**Problem details**: Which lines of the entries hold the string "thumb"? Copy each one.

Dataset entries:
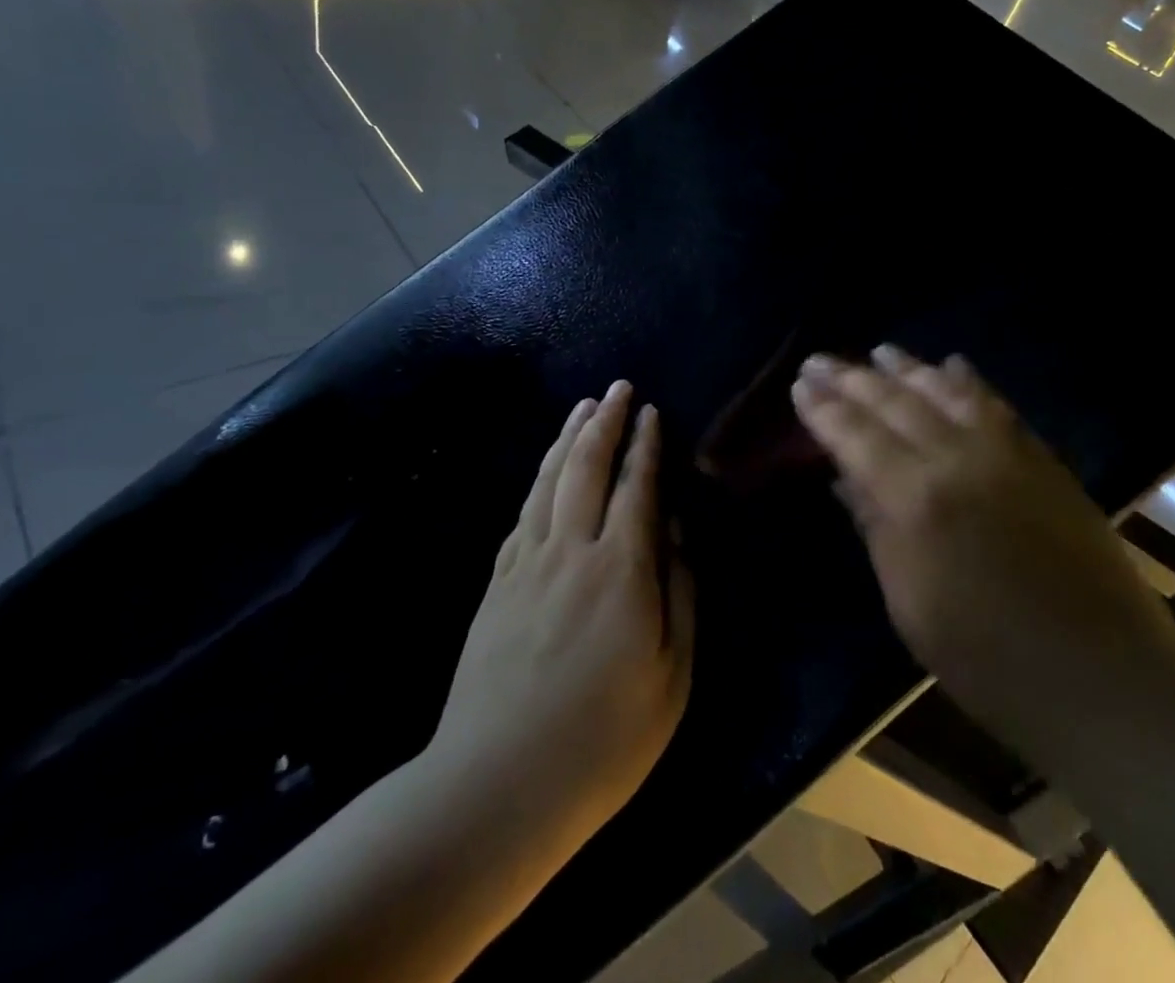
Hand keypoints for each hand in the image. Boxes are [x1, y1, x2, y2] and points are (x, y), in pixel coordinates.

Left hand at [428, 381, 693, 867]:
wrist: (496, 787)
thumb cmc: (603, 738)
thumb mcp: (671, 675)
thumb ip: (679, 594)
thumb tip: (673, 533)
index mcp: (621, 570)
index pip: (637, 488)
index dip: (646, 446)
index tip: (651, 412)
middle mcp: (572, 551)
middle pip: (587, 468)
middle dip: (605, 422)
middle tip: (617, 388)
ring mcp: (527, 564)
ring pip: (549, 482)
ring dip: (568, 439)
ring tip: (582, 408)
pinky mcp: (497, 584)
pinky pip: (522, 514)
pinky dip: (538, 479)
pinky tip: (545, 470)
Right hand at [789, 347, 1174, 734]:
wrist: (1106, 683)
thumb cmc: (990, 664)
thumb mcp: (911, 606)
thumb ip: (877, 530)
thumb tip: (845, 477)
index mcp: (917, 500)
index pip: (857, 437)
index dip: (824, 409)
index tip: (800, 385)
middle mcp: (959, 459)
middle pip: (895, 404)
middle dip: (853, 378)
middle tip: (821, 359)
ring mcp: (1008, 454)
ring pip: (946, 393)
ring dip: (909, 368)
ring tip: (880, 351)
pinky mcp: (1045, 460)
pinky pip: (997, 405)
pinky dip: (969, 382)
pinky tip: (953, 365)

**Response to the task**:
thumb cmc: (603, 738)
thumb mcp: (671, 675)
thumb ip: (679, 594)
thumb tip: (673, 533)
thumb cmc: (990, 664)
thumb mcp: (911, 606)
thumb ip: (877, 530)
thumb tip: (845, 477)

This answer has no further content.